**** DATA FOR THE TASK

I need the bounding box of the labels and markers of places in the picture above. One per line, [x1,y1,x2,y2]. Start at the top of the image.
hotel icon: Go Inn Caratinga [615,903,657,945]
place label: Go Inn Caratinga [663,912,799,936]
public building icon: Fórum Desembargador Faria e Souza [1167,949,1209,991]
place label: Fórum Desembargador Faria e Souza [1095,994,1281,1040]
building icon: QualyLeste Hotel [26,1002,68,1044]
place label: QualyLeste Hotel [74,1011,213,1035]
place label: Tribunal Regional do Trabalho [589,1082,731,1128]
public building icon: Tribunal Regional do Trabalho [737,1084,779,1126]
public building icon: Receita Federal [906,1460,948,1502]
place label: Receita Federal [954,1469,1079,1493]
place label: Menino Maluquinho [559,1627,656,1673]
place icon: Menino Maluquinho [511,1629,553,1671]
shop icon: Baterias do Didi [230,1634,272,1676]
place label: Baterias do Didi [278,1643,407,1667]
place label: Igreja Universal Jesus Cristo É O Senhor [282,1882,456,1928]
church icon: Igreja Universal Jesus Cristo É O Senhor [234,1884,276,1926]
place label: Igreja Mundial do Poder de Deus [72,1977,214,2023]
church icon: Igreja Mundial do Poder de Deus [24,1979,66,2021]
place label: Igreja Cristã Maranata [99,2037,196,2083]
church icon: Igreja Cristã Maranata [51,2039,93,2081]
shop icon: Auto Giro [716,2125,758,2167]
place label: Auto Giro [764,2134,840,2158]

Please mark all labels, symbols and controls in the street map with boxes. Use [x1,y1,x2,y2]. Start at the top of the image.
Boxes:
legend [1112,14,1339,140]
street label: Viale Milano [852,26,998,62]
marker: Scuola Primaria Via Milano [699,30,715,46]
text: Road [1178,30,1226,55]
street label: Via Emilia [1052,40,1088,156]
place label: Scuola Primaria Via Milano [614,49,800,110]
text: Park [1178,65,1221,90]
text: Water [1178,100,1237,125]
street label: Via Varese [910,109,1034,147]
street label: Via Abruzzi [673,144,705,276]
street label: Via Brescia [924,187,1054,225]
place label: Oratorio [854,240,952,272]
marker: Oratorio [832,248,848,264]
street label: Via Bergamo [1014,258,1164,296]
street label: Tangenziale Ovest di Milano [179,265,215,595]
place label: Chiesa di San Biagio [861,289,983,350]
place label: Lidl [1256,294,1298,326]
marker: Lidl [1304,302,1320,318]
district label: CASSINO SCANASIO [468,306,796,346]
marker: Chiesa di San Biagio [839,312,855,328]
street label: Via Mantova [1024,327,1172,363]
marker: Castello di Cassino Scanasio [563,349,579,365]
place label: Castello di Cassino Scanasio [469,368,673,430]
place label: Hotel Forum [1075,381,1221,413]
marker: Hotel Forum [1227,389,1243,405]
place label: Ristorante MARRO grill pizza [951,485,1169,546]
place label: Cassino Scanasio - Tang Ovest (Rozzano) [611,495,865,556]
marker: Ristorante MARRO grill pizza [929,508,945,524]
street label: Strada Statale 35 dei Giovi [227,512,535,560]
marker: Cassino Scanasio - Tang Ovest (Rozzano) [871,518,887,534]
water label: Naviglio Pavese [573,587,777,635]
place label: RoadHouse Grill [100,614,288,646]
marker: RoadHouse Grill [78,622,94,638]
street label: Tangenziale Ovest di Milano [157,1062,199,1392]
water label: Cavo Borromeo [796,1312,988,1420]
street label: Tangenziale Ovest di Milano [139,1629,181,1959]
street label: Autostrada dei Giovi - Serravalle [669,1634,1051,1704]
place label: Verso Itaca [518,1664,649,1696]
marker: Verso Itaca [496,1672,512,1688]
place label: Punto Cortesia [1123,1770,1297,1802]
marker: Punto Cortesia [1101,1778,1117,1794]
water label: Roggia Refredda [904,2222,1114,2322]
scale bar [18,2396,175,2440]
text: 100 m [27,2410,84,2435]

********

*EXERCISE INSTRUCTIONS*. Each line of the entries holding the string "Lidl" should be found and copied.

*RESPONSE TO THE TASK*.
place label: Lidl [1256,294,1298,326]
marker: Lidl [1304,302,1320,318]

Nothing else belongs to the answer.